## Work item:
Where the string "paths" occurs in a line of the data below, that line should be copied.

## Information given:
-.-.-

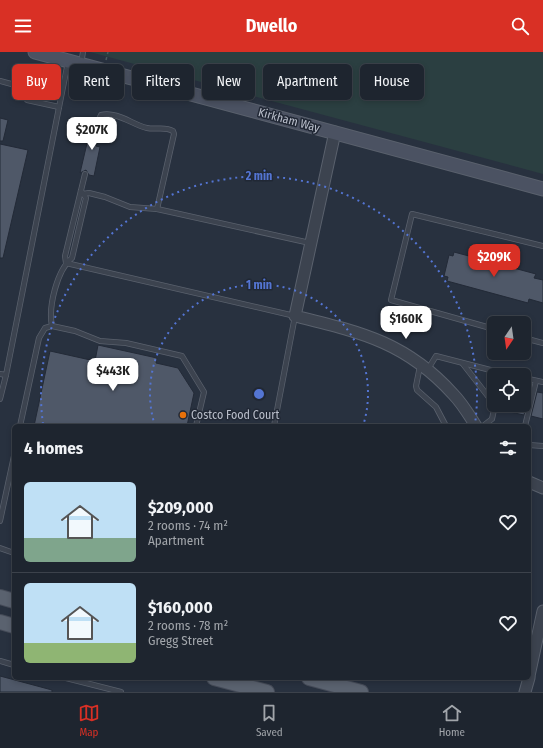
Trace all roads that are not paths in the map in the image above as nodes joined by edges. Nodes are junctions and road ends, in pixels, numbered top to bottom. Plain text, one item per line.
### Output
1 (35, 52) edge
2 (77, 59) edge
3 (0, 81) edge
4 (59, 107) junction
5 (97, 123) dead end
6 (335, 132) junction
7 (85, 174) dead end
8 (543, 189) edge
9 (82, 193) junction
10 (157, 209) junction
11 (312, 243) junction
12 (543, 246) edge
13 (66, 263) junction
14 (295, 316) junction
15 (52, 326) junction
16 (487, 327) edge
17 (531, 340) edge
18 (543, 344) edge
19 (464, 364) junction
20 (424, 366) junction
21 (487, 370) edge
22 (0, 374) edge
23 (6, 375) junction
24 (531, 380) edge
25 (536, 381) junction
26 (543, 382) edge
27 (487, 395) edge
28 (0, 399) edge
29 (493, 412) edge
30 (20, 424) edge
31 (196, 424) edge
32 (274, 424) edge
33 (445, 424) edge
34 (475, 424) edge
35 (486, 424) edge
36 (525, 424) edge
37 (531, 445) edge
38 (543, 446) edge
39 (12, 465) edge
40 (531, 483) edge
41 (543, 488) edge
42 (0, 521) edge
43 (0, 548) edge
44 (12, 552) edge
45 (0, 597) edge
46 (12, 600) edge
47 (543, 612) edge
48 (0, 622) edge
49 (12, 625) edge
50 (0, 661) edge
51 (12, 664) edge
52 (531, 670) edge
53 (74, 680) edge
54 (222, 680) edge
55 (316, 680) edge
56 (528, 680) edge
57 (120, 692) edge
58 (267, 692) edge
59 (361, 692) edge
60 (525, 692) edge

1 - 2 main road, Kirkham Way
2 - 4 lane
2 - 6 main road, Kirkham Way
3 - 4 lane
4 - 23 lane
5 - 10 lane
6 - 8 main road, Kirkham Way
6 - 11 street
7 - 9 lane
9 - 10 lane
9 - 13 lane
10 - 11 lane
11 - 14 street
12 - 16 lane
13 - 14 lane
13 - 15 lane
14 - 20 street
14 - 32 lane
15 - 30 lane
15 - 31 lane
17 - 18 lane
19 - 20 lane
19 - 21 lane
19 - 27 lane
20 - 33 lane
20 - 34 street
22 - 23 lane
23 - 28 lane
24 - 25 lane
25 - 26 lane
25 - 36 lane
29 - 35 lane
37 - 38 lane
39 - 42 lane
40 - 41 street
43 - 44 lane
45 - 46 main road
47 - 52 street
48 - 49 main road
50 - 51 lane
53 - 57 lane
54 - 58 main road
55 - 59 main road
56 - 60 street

-.-.-

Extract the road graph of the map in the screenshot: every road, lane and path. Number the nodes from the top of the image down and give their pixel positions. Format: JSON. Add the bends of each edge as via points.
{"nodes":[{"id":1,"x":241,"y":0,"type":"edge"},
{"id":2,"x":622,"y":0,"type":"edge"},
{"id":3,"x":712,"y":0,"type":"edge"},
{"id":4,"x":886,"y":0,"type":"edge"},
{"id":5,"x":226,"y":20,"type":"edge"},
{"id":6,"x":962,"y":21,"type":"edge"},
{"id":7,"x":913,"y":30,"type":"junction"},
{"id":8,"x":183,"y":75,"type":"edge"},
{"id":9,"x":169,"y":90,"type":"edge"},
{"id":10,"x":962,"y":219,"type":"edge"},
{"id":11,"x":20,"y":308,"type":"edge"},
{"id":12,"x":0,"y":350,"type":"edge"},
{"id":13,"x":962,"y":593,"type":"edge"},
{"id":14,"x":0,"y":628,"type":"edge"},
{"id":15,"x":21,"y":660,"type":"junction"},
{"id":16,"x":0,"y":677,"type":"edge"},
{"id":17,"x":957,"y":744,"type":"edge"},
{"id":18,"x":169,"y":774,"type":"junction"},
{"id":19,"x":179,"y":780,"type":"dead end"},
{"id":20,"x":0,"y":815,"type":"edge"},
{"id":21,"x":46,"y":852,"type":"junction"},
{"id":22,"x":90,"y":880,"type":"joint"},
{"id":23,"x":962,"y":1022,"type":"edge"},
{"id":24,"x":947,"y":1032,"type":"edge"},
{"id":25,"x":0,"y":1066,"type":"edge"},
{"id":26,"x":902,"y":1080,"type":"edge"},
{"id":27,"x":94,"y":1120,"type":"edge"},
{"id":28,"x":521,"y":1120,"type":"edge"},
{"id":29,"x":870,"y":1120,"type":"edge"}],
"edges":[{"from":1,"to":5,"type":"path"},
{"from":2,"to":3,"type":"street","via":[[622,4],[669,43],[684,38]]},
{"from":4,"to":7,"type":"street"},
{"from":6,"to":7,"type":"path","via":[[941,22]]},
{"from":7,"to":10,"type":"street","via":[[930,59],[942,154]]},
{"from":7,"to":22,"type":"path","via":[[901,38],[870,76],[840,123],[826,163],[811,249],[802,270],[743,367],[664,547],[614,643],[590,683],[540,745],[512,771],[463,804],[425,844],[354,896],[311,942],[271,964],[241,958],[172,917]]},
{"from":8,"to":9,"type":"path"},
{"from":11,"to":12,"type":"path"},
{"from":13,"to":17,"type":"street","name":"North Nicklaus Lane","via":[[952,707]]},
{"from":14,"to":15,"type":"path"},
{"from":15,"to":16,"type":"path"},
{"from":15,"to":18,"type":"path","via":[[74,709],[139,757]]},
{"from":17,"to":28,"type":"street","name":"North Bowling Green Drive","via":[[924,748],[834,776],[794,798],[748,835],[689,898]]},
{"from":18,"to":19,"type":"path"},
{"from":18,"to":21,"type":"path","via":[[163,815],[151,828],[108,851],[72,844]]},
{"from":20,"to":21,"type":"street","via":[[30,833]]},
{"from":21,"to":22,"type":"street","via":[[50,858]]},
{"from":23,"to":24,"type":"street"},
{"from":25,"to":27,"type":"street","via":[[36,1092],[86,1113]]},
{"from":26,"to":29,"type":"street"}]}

-.-.-

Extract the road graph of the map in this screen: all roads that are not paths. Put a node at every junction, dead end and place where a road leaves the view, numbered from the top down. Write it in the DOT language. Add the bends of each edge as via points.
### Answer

-.-.-

## Answer space:
Trace all roads that are not paths in the map in the image above as nodes joined by edges. Nodes are junctions and road ends, in pixels, numbered top to bottom. Plain text, one item per line.
Extract the road graph of the map in this screen: all roads that are not paths. Put a node at every junction, dead end and place where a road leaves the view, numbered from the top down. Write it in the DOT language. Add the bends of each edge as via points.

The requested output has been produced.